Segment Start: PROVIDED INFORMATION

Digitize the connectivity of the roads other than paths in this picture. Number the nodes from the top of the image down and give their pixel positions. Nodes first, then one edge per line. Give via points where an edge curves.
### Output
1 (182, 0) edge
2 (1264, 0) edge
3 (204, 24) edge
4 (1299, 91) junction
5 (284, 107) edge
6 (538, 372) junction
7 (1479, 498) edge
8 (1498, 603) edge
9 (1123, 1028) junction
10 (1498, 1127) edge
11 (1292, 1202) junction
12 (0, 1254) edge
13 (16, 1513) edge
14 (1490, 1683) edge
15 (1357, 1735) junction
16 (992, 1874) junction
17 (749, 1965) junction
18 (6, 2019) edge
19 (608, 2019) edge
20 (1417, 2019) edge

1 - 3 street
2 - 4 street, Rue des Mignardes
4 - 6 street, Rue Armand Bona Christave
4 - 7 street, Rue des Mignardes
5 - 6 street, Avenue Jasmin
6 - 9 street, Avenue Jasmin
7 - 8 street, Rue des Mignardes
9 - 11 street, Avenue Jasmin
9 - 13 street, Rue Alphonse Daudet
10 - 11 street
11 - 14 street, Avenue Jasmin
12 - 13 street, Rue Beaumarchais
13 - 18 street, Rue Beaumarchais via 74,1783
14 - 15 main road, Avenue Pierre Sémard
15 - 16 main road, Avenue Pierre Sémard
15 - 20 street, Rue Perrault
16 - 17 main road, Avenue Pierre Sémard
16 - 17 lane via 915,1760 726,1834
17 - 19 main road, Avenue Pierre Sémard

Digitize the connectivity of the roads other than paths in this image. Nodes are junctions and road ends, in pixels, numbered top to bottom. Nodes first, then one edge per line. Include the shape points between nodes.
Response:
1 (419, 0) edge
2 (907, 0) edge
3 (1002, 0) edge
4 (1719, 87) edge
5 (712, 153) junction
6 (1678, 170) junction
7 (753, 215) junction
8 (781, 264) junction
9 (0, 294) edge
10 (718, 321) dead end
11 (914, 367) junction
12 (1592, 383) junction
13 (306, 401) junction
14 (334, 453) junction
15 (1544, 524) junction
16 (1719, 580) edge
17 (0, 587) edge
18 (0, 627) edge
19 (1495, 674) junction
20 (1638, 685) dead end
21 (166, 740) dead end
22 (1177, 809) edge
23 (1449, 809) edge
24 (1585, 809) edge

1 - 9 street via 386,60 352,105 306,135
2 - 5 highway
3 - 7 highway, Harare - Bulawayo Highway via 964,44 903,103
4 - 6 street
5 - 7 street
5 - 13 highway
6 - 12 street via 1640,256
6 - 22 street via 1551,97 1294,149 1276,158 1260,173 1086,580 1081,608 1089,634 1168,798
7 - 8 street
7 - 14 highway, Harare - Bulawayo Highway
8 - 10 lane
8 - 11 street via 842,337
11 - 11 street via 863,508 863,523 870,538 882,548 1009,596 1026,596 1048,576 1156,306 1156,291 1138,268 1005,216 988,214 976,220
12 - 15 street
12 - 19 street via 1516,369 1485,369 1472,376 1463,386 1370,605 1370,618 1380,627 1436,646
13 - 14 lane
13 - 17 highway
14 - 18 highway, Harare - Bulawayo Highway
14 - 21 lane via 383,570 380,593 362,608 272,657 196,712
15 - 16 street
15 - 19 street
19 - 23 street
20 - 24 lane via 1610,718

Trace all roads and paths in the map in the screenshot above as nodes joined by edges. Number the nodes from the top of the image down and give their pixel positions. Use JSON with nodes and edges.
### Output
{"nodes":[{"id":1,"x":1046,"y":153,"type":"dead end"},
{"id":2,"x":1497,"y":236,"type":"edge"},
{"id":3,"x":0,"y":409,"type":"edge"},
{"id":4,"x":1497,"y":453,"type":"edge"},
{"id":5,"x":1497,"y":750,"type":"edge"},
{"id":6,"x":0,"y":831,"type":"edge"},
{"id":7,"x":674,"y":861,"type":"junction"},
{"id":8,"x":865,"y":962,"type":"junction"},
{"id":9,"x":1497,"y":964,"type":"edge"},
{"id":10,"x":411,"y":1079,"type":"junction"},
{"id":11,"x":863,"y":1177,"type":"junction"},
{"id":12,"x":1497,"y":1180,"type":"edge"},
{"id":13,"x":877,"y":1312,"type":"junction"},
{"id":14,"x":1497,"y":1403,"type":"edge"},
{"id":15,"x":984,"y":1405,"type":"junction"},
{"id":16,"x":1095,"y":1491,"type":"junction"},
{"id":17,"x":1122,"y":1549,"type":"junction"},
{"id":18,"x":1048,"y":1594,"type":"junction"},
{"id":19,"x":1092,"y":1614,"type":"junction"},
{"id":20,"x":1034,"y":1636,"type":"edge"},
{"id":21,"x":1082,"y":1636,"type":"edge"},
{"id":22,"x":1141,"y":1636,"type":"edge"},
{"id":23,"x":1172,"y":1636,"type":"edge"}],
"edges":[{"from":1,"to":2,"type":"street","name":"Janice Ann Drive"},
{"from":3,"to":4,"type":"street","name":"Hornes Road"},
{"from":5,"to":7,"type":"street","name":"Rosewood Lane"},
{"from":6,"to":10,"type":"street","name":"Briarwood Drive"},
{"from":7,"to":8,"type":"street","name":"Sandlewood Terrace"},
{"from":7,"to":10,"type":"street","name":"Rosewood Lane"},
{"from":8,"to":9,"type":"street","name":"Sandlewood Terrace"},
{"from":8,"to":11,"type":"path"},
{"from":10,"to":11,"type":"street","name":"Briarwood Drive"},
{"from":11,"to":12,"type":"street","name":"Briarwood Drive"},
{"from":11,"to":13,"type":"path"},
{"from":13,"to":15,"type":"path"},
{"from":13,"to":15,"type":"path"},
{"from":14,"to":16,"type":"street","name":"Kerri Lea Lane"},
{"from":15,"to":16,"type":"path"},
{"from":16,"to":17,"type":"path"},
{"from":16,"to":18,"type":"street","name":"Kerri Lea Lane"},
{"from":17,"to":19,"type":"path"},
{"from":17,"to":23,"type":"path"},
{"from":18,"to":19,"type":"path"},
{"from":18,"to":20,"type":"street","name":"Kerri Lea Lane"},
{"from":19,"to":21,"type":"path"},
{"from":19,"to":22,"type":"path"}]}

Segment End: PROVIDED INFORMATION

TRY IT:
Please return all of the entries shown above, exactly as they stand.

EXERCISE RESPONSE:
Digitize the connectivity of the roads other than paths in this picture. Number the nodes from the top of the image down and give their pixel positions. Nodes first, then one edge per line. Give via points where an edge curves.
### Output
1 (182, 0) edge
2 (1264, 0) edge
3 (204, 24) edge
4 (1299, 91) junction
5 (284, 107) edge
6 (538, 372) junction
7 (1479, 498) edge
8 (1498, 603) edge
9 (1123, 1028) junction
10 (1498, 1127) edge
11 (1292, 1202) junction
12 (0, 1254) edge
13 (16, 1513) edge
14 (1490, 1683) edge
15 (1357, 1735) junction
16 (992, 1874) junction
17 (749, 1965) junction
18 (6, 2019) edge
19 (608, 2019) edge
20 (1417, 2019) edge

1 - 3 street
2 - 4 street, Rue des Mignardes
4 - 6 street, Rue Armand Bona Christave
4 - 7 street, Rue des Mignardes
5 - 6 street, Avenue Jasmin
6 - 9 street, Avenue Jasmin
7 - 8 street, Rue des Mignardes
9 - 11 street, Avenue Jasmin
9 - 13 street, Rue Alphonse Daudet
10 - 11 street
11 - 14 street, Avenue Jasmin
12 - 13 street, Rue Beaumarchais
13 - 18 street, Rue Beaumarchais via 74,1783
14 - 15 main road, Avenue Pierre Sémard
15 - 16 main road, Avenue Pierre Sémard
15 - 20 street, Rue Perrault
16 - 17 main road, Avenue Pierre Sémard
16 - 17 lane via 915,1760 726,1834
17 - 19 main road, Avenue Pierre Sémard

Digitize the connectivity of the roads other than paths in this image. Nodes are junctions and road ends, in pixels, numbered top to bottom. Nodes first, then one edge per line. Include the shape points between nodes.
Response:
1 (419, 0) edge
2 (907, 0) edge
3 (1002, 0) edge
4 (1719, 87) edge
5 (712, 153) junction
6 (1678, 170) junction
7 (753, 215) junction
8 (781, 264) junction
9 (0, 294) edge
10 (718, 321) dead end
11 (914, 367) junction
12 (1592, 383) junction
13 (306, 401) junction
14 (334, 453) junction
15 (1544, 524) junction
16 (1719, 580) edge
17 (0, 587) edge
18 (0, 627) edge
19 (1495, 674) junction
20 (1638, 685) dead end
21 (166, 740) dead end
22 (1177, 809) edge
23 (1449, 809) edge
24 (1585, 809) edge

1 - 9 street via 386,60 352,105 306,135
2 - 5 highway
3 - 7 highway, Harare - Bulawayo Highway via 964,44 903,103
4 - 6 street
5 - 7 street
5 - 13 highway
6 - 12 street via 1640,256
6 - 22 street via 1551,97 1294,149 1276,158 1260,173 1086,580 1081,608 1089,634 1168,798
7 - 8 street
7 - 14 highway, Harare - Bulawayo Highway
8 - 10 lane
8 - 11 street via 842,337
11 - 11 street via 863,508 863,523 870,538 882,548 1009,596 1026,596 1048,576 1156,306 1156,291 1138,268 1005,216 988,214 976,220
12 - 15 street
12 - 19 street via 1516,369 1485,369 1472,376 1463,386 1370,605 1370,618 1380,627 1436,646
13 - 14 lane
13 - 17 highway
14 - 18 highway, Harare - Bulawayo Highway
14 - 21 lane via 383,570 380,593 362,608 272,657 196,712
15 - 16 street
15 - 19 street
19 - 23 street
20 - 24 lane via 1610,718

Trace all roads and paths in the map in the screenshot above as nodes joined by edges. Number the nodes from the top of the image down and give their pixel positions. Use JSON with nodes and edges.
### Output
{"nodes":[{"id":1,"x":1046,"y":153,"type":"dead end"},
{"id":2,"x":1497,"y":236,"type":"edge"},
{"id":3,"x":0,"y":409,"type":"edge"},
{"id":4,"x":1497,"y":453,"type":"edge"},
{"id":5,"x":1497,"y":750,"type":"edge"},
{"id":6,"x":0,"y":831,"type":"edge"},
{"id":7,"x":674,"y":861,"type":"junction"},
{"id":8,"x":865,"y":962,"type":"junction"},
{"id":9,"x":1497,"y":964,"type":"edge"},
{"id":10,"x":411,"y":1079,"type":"junction"},
{"id":11,"x":863,"y":1177,"type":"junction"},
{"id":12,"x":1497,"y":1180,"type":"edge"},
{"id":13,"x":877,"y":1312,"type":"junction"},
{"id":14,"x":1497,"y":1403,"type":"edge"},
{"id":15,"x":984,"y":1405,"type":"junction"},
{"id":16,"x":1095,"y":1491,"type":"junction"},
{"id":17,"x":1122,"y":1549,"type":"junction"},
{"id":18,"x":1048,"y":1594,"type":"junction"},
{"id":19,"x":1092,"y":1614,"type":"junction"},
{"id":20,"x":1034,"y":1636,"type":"edge"},
{"id":21,"x":1082,"y":1636,"type":"edge"},
{"id":22,"x":1141,"y":1636,"type":"edge"},
{"id":23,"x":1172,"y":1636,"type":"edge"}],
"edges":[{"from":1,"to":2,"type":"street","name":"Janice Ann Drive"},
{"from":3,"to":4,"type":"street","name":"Hornes Road"},
{"from":5,"to":7,"type":"street","name":"Rosewood Lane"},
{"from":6,"to":10,"type":"street","name":"Briarwood Drive"},
{"from":7,"to":8,"type":"street","name":"Sandlewood Terrace"},
{"from":7,"to":10,"type":"street","name":"Rosewood Lane"},
{"from":8,"to":9,"type":"street","name":"Sandlewood Terrace"},
{"from":8,"to":11,"type":"path"},
{"from":10,"to":11,"type":"street","name":"Briarwood Drive"},
{"from":11,"to":12,"type":"street","name":"Briarwood Drive"},
{"from":11,"to":13,"type":"path"},
{"from":13,"to":15,"type":"path"},
{"from":13,"to":15,"type":"path"},
{"from":14,"to":16,"type":"street","name":"Kerri Lea Lane"},
{"from":15,"to":16,"type":"path"},
{"from":16,"to":17,"type":"path"},
{"from":16,"to":18,"type":"street","name":"Kerri Lea Lane"},
{"from":17,"to":19,"type":"path"},
{"from":17,"to":23,"type":"path"},
{"from":18,"to":19,"type":"path"},
{"from":18,"to":20,"type":"street","name":"Kerri Lea Lane"},
{"from":19,"to":21,"type":"path"},
{"from":19,"to":22,"type":"path"}]}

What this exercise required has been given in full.